The video was recorded at 0826 on Wednesday the 22nd April. The Sun newspaper ran the story from which I quote:

A NESSIE enthusiast claims he has spotted the Loch Ness Monster for the third time this year.

Eoin O'Faodhagain says his recording is the biggest ever "confirmed" sighting of the mythical beast. The 55-year-old veteran Nessie watcher believes he saw the legendary creature swimming and splashing about in Urquhart Bay last Wednesday. He describes spotting a 30ft long shape in the water before quickly hitting record on his camera. In the video, a long black shape can be seen floating atop the water.

The mysterious object remains suspended in the water for a few moments, before slowly submerging over the course of two minutes. As the clip ends, the shape disappears without a trace under the tranquil waters of Loch Ness. Mr O'Faodhagain, from Drumdoit, Co Donegal, immediately recognised the creature and submitted his findings to the Official Loch Ness Monster Sightings Register.

The organisation have since "confirmed" the footage, which is thought to be the largest ever seen. The 55-year-old said the mythical beast emerged from the water and stayed motionless. But then “after a few seconds splashing motions can be seen on the video.”

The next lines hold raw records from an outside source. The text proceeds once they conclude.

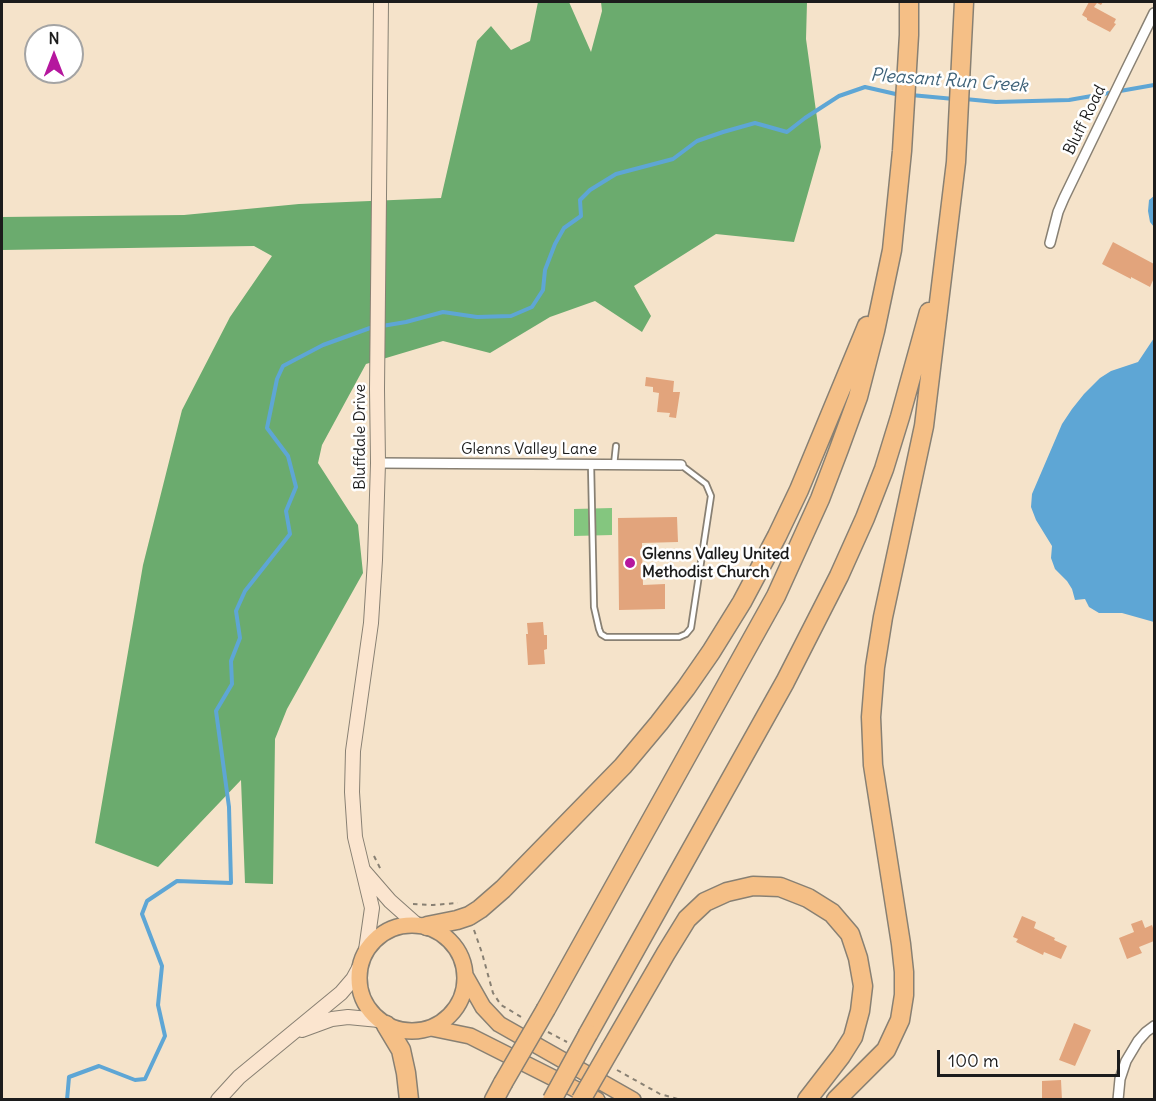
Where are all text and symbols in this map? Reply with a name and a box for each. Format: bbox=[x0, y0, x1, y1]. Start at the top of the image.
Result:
north arrow bbox=[24, 24, 84, 84]
text: N bbox=[48, 28, 60, 48]
water label: Pleasant Run Creek bbox=[870, 65, 1028, 97]
street label: Bluff Road bbox=[1060, 82, 1110, 158]
street label: Bluffdale Drive bbox=[350, 384, 370, 490]
street label: Glenns Valley Lane bbox=[461, 439, 597, 459]
place label: Glenns Valley United Methodist Church bbox=[642, 544, 789, 582]
marker: Glenns Valley United Methodist Church bbox=[623, 556, 637, 570]
scale bar bbox=[940, 1038, 1123, 1076]
text: 100 m bbox=[948, 1049, 999, 1072]

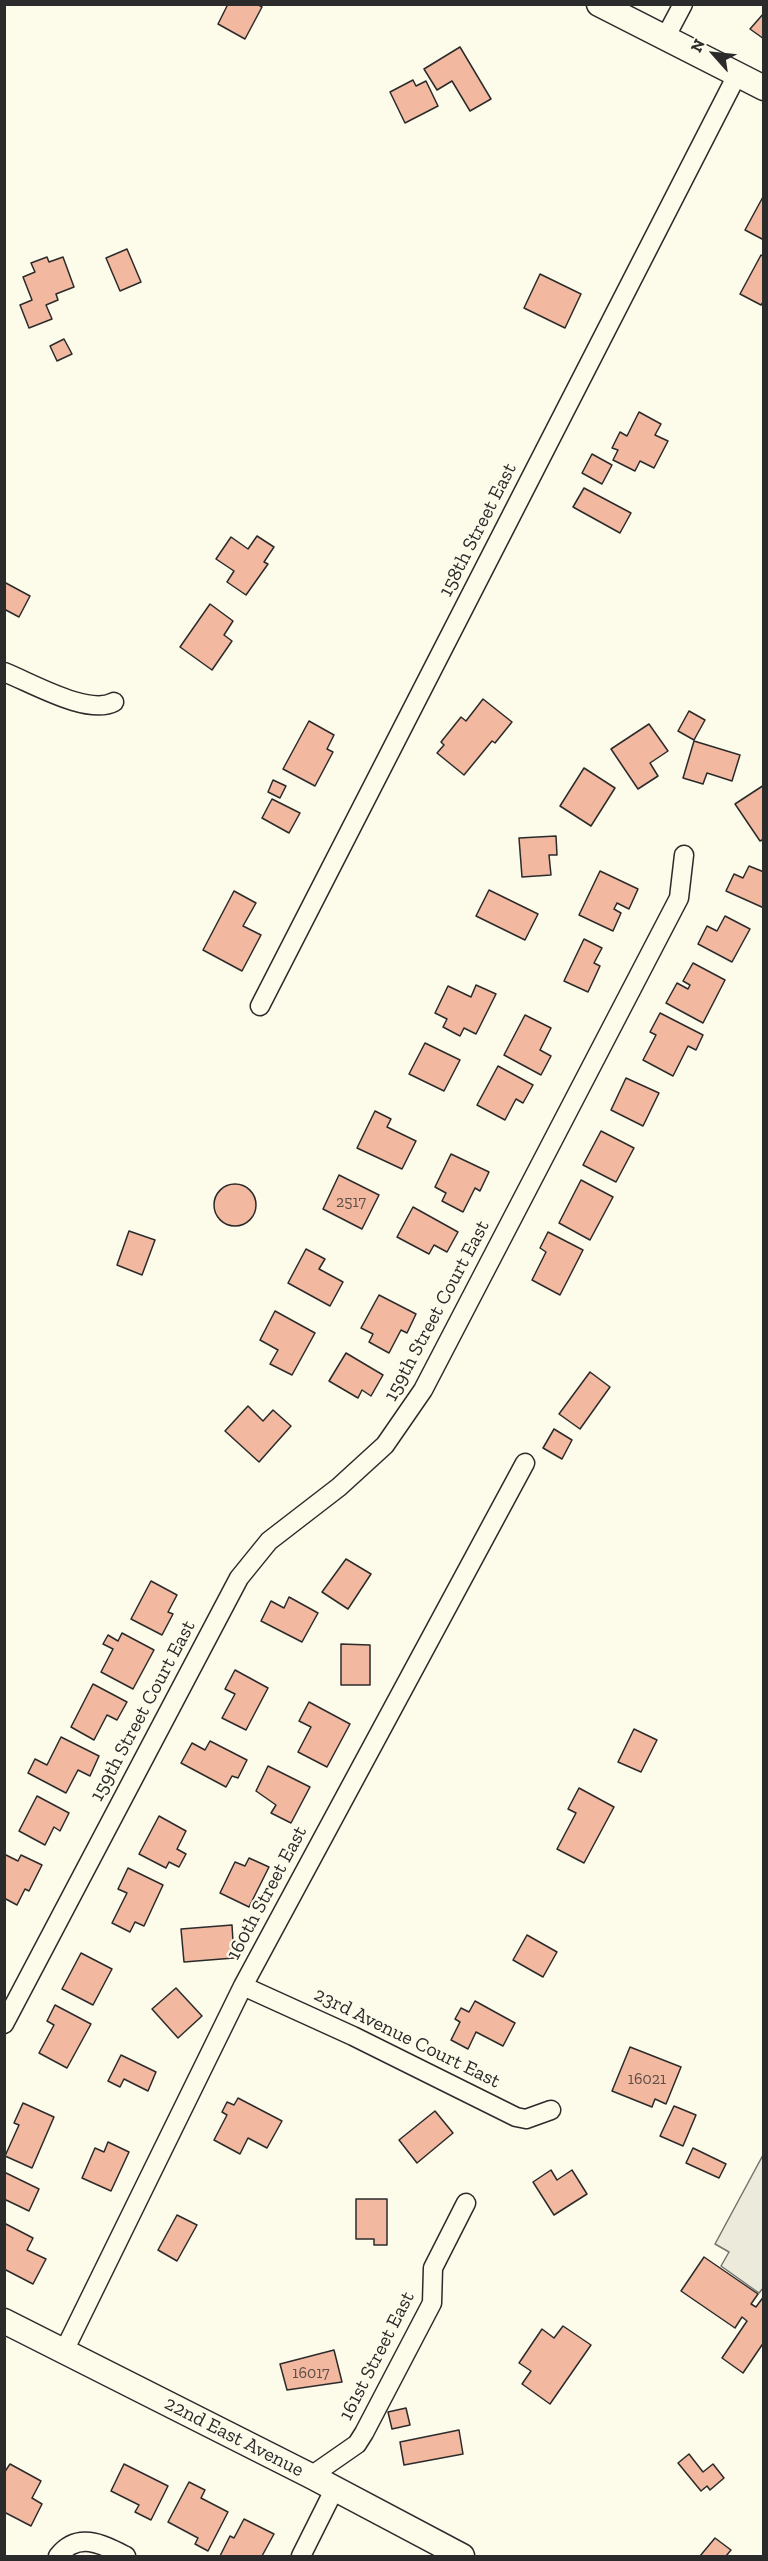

Mr O'Faodhagain explained: ”Then it submerged slowly into the loch disappearing from sight."

“This sighting is also special because there was no boat traffic or wave disturbance in the video and the surface of the loch was calm.”

He believes the pictured Nessie was at least 30 feet long and rose at least 4 to 5 feet high.

He said: “It was amazing to see such a large image caught on video compared to my previous sightings.”

Mr O'Faodhagain is no stranger to Nessie, having caught the first sighting of the decade back in January as well as a further sighting earlier this month on 14 April – as well as four times last year.

Now, as stated before, the quality of the image is diluted by four factors, the distance between camera and object, the quality of the camera, the quality of the screen displaying the feed and the fact that another camera is recording the screen. A normal Loch Ness image only involves the first two factors. But there is not a lot Eoin can do about that. 

Eoin reckons it is his best image yet and I would tend to agree with that and he reckons the extent of what we are looking at is about 30 feet and about 4-5 feet out of the water. The main thing is that the object appears to submerge which is important in excluding various candidates. He also told me it came up out the water, there was nothing there when he began watching, though this happened too quickly to record. A further image he took can be seen below.

He also said there was evidence of splashing around the object, which is a bit harder to see in the video. In this instance, we can't look to visitors to the castle to corroborate as the site is currently closed. So what could it be and what are others saying? Looking around the chat sites, we have suggestions of a tree trunk, a windrow or the monster. The only reasonable "natural" contender is the windrow which is a reflection of the dark hillside amidst more turbulent water. That phenomenon is explained here.

Having seen pictures of windrows, this image looks sharper but that may be due to the increased contrast. However, the main factor in favour of a reflection is to watch the large shadow above it and note how it decreases in darkness and size in sync with the smaller dark patch. This would be enough to suggest to me that it is a form of reflection fading as the sun shines more.

This is demonstrated in the two snapshots below from the beginning and end of the video clip. Note the large reflection on the surface has more than halved in sized while the smaller monster one has completely vanished. This is because they both have a common cause.

On a related note, I contacted Historic Scotland about installing a webcam at Urquhart Castle. They said they had no plans, despite me suggesting it would be great publicity for them to stream the loch with some part of the castle complex in the foreground (after all, you have to prove it was taken at Loch Ness). I suspect this is more a financial issue to them and will pursue it further. Such an installation would cut the distance by a factor of at least 10, depending how close an object was to the camera and root out the false positives from further webcams.